Jack Hodgson
- Hodgson in 1951
- Born: 21 June 1915 Middlesbrough, England
- Died: September 1989 (aged 74) Northallerton, North Yorkshire, England
- Nationality: British (English)

Career history
- 1946–1948: Middlesbrough Bears
- 1949–1952: Glasgow Tigers
- 1949: Newcastle Magpies

Team honours
- 1946, 1947: League champion (tier 2)
- 1947: National trophy (tier 2)

= Jack Hodgson (speedway rider) =

British motorcycle speedway rider (1915 – 1989)

John Thusson Hodgson (21 June 1915 – September 1989) was a motorcycle speedway rider from England.

== Biography==
Hodgson, born in Middlesbrough, first started in speedway when he was one of the riders who turned up for the newly formed Middlesbrough Colts Club in 1939. His older brother Frank Hodgson was the team captain for the Hackney Wick Wolves senior side at the time.

Hodgson began his British leagues career riding for Middlesbrough Bears during the 1946 Speedway Northern League season, where he joined his brother Frank. The brothers won the league title with the team in 1946 and then completed the league and National trophy double in 1947. He remained with Middlesbrough for 1948 and recorded an 8.77 average.

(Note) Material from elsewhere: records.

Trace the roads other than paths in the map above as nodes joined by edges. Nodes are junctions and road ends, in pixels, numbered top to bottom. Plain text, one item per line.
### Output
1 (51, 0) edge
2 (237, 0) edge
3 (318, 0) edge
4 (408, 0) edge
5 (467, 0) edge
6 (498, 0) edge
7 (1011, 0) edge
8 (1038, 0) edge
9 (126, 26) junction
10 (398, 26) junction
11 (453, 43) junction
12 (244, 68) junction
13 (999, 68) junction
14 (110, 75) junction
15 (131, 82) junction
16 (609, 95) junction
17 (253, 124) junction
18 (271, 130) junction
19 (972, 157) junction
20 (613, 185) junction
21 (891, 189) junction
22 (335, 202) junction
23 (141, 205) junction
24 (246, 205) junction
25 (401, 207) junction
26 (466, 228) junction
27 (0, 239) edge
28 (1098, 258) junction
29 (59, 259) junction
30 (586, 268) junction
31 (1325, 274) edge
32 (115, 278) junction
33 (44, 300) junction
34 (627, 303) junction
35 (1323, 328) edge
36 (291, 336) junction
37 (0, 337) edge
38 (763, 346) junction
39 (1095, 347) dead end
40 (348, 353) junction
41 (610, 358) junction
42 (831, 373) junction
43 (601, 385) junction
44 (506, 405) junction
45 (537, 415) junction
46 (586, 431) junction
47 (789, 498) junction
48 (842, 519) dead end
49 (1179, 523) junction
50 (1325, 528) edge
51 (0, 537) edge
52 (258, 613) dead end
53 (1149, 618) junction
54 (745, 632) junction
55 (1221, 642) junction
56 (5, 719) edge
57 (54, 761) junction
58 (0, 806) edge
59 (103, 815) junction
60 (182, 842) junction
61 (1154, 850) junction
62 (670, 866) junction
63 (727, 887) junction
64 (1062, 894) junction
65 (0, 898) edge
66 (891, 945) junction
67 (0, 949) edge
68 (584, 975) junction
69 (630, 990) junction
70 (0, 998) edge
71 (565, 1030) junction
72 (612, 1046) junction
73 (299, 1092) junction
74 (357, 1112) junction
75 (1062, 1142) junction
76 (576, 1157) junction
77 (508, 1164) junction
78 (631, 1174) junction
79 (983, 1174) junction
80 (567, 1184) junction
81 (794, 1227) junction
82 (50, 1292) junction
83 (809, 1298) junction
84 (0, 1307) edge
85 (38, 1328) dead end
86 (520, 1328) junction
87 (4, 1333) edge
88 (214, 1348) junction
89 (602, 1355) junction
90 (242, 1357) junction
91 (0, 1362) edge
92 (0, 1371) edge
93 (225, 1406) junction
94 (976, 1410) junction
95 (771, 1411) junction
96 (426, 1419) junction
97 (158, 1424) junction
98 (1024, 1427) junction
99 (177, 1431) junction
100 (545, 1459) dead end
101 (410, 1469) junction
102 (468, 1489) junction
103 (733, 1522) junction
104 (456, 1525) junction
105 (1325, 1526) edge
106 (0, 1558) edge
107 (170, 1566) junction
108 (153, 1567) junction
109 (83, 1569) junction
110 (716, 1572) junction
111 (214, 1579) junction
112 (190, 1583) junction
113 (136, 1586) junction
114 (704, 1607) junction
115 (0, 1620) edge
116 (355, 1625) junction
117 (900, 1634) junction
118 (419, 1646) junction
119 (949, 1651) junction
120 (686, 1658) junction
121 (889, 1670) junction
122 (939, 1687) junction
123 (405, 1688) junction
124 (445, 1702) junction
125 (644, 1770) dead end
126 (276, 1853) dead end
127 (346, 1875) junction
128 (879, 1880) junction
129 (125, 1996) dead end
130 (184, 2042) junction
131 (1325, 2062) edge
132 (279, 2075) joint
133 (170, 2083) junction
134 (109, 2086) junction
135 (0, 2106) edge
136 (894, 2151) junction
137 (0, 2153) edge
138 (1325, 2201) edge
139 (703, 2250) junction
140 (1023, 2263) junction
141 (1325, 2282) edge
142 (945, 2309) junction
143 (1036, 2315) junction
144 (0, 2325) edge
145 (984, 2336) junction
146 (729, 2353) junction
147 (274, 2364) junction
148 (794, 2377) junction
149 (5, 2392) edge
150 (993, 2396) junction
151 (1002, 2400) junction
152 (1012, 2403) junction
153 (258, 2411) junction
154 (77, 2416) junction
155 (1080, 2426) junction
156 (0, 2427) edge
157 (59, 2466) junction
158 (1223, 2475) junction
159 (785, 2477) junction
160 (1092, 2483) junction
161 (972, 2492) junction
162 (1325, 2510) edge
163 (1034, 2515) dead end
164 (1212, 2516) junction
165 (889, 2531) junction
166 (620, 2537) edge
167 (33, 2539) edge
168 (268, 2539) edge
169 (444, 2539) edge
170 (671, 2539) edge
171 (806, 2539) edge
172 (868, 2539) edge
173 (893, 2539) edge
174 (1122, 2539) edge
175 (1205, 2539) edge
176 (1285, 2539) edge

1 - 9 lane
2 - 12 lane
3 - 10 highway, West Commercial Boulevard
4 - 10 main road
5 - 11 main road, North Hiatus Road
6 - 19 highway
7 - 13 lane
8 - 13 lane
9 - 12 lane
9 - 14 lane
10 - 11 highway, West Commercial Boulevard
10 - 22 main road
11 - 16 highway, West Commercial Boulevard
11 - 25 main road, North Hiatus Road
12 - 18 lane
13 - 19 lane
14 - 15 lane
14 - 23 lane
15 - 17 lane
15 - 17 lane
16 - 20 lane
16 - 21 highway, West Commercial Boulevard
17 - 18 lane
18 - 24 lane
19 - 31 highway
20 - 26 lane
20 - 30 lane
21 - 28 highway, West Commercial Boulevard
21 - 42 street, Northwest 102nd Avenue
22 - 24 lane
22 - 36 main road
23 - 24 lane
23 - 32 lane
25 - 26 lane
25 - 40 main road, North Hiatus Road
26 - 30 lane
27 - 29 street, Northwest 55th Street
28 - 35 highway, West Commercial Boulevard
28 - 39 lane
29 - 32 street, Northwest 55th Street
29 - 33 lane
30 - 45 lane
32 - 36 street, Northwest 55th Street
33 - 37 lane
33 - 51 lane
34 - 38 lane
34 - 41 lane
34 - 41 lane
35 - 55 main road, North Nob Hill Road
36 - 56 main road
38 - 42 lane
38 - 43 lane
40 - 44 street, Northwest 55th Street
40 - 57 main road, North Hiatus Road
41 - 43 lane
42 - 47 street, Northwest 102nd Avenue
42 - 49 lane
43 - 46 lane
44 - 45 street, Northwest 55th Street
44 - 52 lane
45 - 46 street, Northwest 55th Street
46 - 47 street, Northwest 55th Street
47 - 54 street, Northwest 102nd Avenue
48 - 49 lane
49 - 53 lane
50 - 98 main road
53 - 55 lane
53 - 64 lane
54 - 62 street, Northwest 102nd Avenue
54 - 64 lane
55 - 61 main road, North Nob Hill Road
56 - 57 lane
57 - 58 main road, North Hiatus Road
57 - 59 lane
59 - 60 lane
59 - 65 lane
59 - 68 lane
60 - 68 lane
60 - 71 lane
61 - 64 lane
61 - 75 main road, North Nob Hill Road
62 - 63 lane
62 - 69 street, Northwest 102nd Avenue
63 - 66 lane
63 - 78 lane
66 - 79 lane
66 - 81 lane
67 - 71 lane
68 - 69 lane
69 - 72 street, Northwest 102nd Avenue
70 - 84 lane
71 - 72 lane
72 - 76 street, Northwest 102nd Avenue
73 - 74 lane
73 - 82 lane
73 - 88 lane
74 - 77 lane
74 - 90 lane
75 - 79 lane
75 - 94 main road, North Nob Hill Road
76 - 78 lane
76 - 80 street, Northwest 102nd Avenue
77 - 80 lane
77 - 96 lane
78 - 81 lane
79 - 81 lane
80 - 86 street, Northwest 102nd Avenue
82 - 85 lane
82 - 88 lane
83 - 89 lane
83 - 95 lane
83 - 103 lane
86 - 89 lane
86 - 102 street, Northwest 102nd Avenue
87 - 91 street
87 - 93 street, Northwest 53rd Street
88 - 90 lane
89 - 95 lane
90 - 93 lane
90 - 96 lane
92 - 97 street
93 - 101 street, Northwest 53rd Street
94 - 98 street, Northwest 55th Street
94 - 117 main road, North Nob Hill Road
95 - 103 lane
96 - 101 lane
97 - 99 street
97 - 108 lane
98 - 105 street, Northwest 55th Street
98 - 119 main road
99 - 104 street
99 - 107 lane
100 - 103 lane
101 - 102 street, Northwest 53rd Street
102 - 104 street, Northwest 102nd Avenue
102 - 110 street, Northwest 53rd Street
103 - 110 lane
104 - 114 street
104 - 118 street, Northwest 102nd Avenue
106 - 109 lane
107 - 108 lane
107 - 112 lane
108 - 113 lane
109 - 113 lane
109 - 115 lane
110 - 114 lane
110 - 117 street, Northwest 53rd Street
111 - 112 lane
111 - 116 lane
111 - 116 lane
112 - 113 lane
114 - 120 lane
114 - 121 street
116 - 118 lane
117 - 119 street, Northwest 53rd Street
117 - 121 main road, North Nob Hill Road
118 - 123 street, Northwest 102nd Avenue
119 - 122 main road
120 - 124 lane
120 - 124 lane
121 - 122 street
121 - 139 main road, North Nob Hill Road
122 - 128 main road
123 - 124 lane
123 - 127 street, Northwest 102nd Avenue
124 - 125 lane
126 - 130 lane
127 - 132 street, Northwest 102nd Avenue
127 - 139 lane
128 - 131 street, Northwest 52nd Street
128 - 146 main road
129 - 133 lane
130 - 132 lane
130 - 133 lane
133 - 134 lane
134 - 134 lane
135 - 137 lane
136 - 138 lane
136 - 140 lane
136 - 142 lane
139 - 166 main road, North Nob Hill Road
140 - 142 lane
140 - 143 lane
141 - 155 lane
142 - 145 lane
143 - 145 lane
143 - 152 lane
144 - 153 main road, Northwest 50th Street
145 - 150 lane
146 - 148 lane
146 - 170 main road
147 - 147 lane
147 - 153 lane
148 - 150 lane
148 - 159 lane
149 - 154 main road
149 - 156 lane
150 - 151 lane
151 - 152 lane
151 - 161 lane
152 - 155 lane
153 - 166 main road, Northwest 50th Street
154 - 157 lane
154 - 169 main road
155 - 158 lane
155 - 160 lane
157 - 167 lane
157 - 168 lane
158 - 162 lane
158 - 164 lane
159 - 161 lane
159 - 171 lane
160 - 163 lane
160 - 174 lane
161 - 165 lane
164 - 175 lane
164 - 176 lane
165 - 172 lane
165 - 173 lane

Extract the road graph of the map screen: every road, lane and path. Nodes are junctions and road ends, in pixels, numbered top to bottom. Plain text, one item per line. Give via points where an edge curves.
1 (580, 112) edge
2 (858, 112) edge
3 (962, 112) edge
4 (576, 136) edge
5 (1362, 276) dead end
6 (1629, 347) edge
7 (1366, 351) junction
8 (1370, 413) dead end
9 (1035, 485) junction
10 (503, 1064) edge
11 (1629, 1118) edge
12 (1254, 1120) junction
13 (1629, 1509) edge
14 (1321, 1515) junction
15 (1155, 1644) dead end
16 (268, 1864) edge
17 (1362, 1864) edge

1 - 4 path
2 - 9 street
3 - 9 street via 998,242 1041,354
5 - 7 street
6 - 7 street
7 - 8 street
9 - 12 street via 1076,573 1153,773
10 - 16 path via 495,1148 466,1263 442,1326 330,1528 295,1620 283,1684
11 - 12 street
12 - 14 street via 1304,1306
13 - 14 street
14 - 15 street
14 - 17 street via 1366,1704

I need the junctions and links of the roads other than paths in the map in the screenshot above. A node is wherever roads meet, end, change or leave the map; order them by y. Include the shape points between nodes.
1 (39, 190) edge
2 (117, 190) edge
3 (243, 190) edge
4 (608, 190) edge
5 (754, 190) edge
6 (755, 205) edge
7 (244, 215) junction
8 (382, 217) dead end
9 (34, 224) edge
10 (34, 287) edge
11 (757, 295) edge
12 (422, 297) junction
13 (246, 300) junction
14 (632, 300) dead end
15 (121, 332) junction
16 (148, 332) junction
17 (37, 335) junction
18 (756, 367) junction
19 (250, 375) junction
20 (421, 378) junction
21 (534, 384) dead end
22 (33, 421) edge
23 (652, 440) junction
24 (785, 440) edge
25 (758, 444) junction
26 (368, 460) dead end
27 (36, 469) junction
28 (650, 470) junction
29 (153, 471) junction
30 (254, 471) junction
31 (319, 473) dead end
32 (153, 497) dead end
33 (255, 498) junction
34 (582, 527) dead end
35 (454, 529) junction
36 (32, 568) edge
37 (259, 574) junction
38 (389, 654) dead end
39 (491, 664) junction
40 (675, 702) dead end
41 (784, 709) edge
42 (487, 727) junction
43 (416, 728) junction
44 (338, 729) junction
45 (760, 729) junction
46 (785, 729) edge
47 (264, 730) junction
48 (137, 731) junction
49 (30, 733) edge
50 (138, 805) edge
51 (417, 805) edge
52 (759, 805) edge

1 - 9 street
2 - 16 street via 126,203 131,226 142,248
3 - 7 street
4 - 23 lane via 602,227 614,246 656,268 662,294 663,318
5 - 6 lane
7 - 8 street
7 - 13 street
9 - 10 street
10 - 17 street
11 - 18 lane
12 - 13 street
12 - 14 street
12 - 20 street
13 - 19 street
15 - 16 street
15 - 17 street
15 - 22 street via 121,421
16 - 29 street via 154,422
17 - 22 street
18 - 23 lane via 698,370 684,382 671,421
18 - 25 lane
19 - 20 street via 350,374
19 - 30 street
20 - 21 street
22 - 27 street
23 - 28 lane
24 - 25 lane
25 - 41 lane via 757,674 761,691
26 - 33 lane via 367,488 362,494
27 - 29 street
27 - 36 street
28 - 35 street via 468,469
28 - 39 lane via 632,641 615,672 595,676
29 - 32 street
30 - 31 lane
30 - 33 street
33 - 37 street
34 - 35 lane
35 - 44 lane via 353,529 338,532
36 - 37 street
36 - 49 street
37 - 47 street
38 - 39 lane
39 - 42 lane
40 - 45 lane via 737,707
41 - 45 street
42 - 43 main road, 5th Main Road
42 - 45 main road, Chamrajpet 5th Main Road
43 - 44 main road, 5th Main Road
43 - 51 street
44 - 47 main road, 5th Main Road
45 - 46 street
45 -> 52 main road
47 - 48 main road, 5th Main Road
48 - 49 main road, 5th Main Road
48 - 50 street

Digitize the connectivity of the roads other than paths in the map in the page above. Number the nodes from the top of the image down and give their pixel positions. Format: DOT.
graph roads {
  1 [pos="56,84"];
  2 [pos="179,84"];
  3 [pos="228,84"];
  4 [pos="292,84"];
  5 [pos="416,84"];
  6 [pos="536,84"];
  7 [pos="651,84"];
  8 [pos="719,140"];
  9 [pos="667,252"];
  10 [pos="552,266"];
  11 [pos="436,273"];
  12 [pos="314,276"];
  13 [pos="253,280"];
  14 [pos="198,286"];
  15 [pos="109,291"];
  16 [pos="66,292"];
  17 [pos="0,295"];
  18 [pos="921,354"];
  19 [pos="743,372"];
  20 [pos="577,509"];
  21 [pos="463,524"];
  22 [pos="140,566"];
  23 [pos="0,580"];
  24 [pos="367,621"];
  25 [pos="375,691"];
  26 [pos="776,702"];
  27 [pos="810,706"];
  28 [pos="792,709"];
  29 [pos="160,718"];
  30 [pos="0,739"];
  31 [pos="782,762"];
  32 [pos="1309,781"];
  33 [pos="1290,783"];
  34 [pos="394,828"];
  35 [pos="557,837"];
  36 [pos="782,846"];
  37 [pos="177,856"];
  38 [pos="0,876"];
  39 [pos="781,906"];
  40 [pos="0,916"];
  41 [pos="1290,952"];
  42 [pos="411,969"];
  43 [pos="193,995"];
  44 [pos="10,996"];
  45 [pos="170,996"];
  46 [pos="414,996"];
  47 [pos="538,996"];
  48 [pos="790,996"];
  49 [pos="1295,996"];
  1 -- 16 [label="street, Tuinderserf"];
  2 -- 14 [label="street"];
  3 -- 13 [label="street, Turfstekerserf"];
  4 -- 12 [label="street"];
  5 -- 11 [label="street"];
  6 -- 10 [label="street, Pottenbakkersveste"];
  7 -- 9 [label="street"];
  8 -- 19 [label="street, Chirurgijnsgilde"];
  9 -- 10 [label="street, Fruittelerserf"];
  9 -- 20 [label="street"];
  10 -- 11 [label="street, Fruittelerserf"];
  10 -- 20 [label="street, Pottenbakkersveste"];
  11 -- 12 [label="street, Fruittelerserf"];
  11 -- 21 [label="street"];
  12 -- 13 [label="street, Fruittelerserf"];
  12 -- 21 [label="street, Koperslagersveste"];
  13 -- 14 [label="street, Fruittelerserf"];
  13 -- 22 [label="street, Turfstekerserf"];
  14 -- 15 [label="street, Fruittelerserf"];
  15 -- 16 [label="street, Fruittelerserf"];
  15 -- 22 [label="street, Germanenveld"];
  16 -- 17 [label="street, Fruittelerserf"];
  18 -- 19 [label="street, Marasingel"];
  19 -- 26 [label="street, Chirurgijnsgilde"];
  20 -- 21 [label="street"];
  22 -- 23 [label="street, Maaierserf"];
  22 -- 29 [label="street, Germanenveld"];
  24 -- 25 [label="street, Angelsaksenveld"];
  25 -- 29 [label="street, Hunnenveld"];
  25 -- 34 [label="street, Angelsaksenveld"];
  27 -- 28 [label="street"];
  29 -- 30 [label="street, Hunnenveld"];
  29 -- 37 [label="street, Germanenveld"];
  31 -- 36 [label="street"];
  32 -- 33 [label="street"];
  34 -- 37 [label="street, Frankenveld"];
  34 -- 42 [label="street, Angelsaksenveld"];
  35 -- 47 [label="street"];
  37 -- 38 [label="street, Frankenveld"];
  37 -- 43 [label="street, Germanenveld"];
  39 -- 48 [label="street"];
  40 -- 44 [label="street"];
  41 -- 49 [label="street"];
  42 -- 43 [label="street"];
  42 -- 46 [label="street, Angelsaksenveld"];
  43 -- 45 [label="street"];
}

In 1949, Middlesbrough dropped out of the league and were replaced by Newcastle Magpies, where Hodgson rode until September, before switching with Will Lowther in an exchange with Glasgow Tigers.

Hodgson spent the remainder of his career with Glasgow from 1950 to 1952, where he once again teamed up with his brother. He also reached the Championship round of the 1951 Individual Speedway World Championship.